### Assignment:
In the entries below, find the lines with the word "hand" and copy them.

Limb landmark coordinates
★ ★ ★ ★ ★ ★ ★
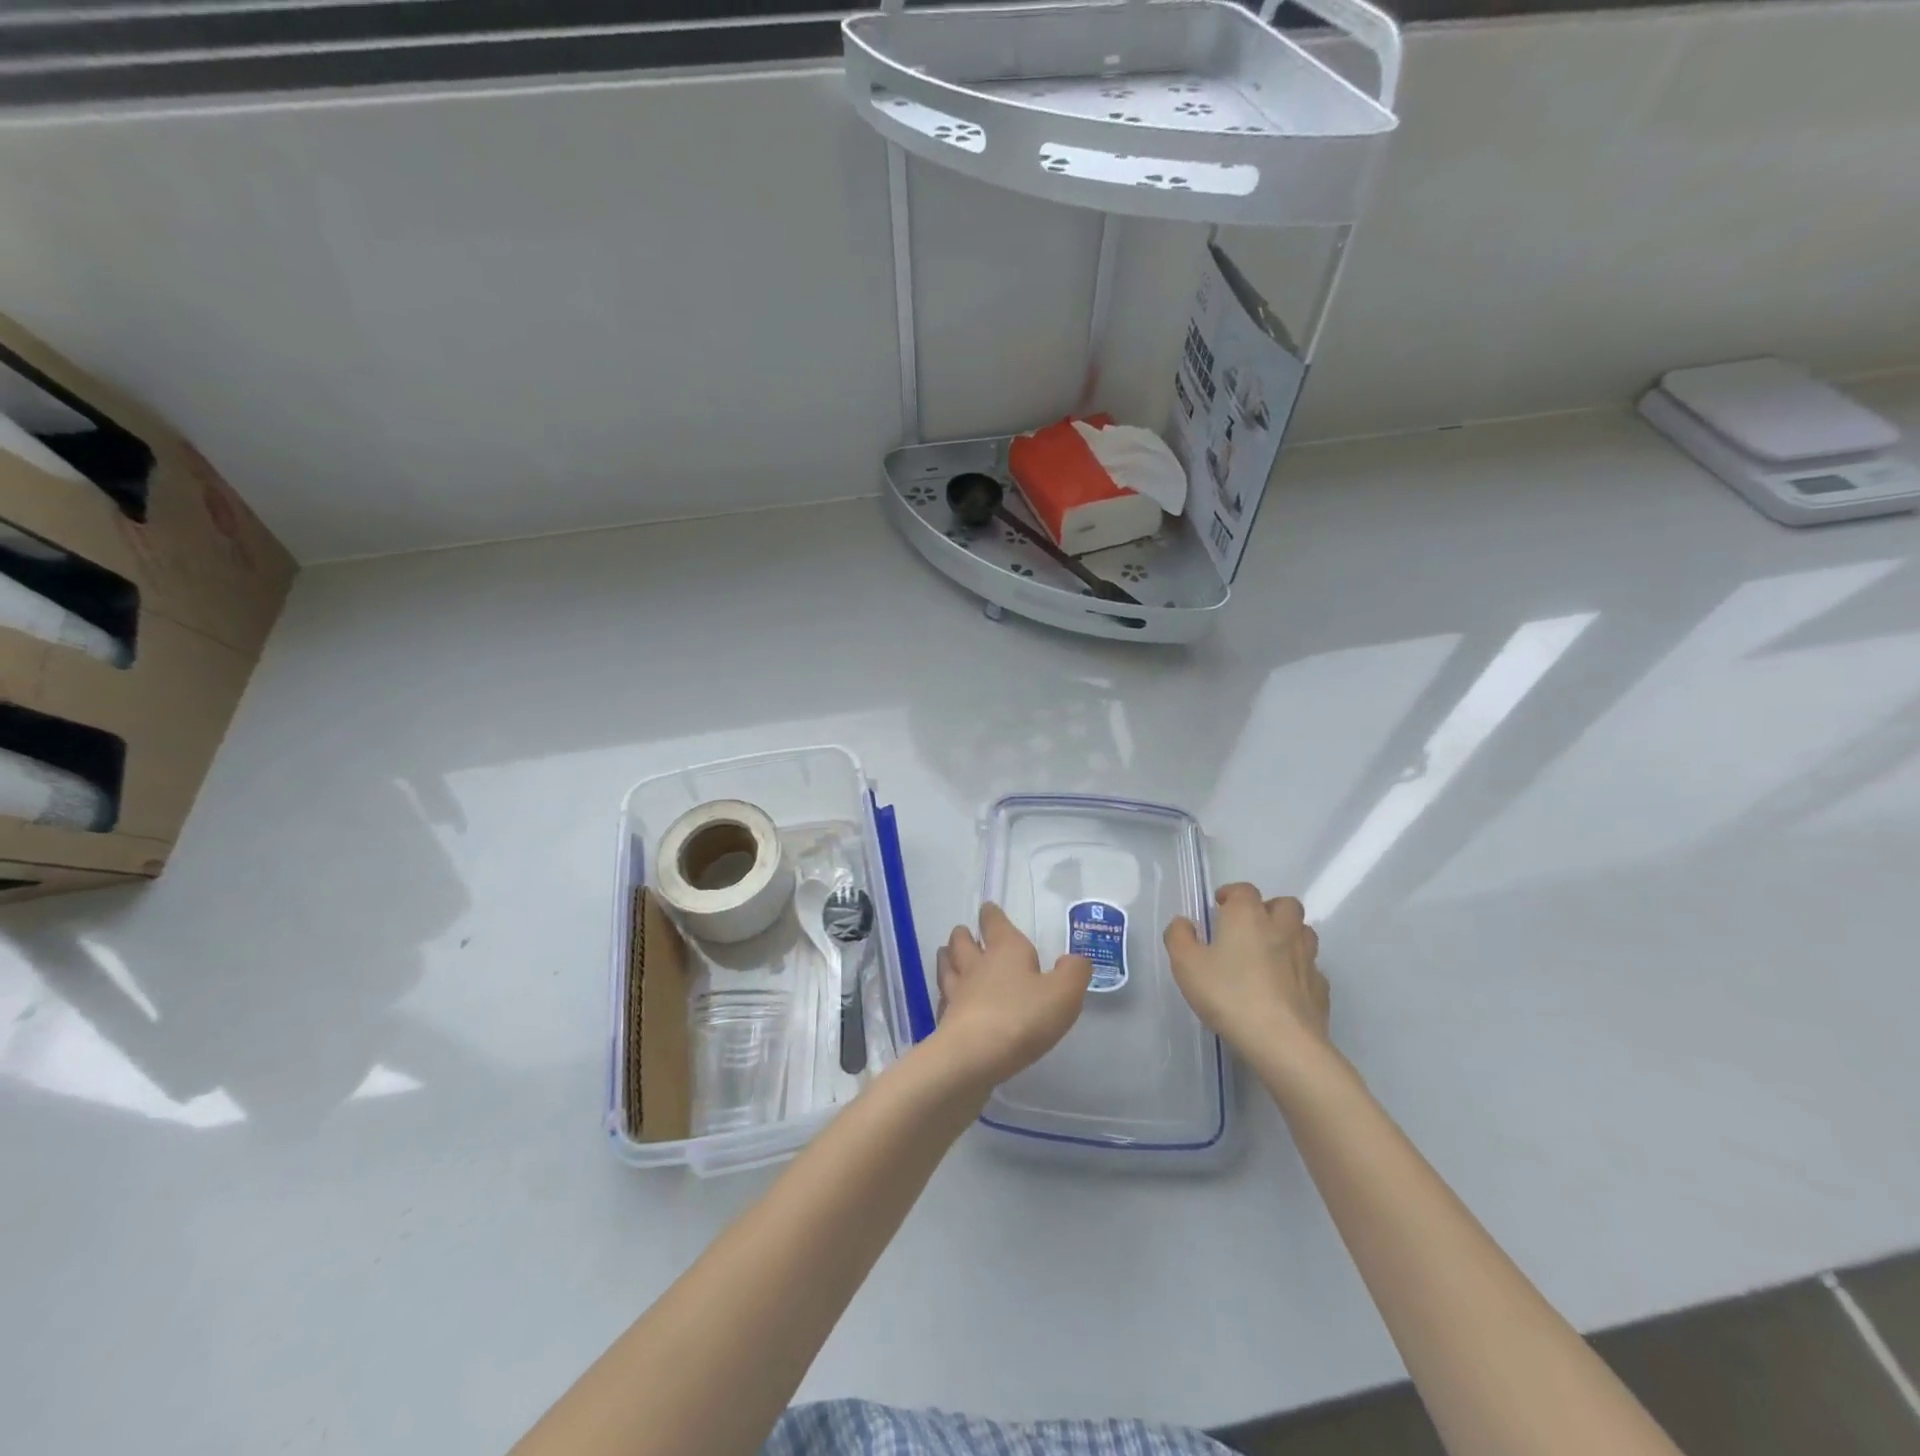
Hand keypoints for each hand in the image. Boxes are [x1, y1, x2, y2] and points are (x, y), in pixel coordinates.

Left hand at [933, 903, 1093, 1085]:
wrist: (973, 1057)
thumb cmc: (1022, 1017)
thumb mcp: (1063, 993)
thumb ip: (1073, 973)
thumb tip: (1074, 960)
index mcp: (1005, 950)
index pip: (994, 923)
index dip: (992, 915)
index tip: (988, 909)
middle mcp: (977, 965)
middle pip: (963, 942)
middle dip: (964, 935)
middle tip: (964, 933)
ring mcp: (957, 993)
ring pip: (948, 967)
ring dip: (948, 959)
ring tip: (947, 955)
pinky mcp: (946, 1021)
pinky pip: (944, 1000)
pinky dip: (946, 996)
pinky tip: (948, 1000)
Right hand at [1165, 884, 1329, 1059]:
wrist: (1282, 1042)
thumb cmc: (1229, 995)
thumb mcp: (1186, 965)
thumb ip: (1179, 937)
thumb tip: (1184, 923)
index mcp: (1247, 916)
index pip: (1244, 890)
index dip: (1231, 894)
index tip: (1219, 908)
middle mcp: (1282, 928)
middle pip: (1285, 904)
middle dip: (1268, 909)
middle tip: (1249, 929)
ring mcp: (1307, 958)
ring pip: (1304, 933)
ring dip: (1289, 935)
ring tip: (1270, 954)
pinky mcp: (1320, 988)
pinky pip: (1311, 968)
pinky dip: (1299, 970)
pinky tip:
★ ★ ★ ★ ★ ★ ★
### Result below:
Hand keypoints for each hand in the image. Boxes are [x1, y1, x2, y2] and points are (x, y), in pixel coordinates.
Left hand at [933, 903, 1093, 1085]:
Right hand at [1165, 884, 1329, 1059]:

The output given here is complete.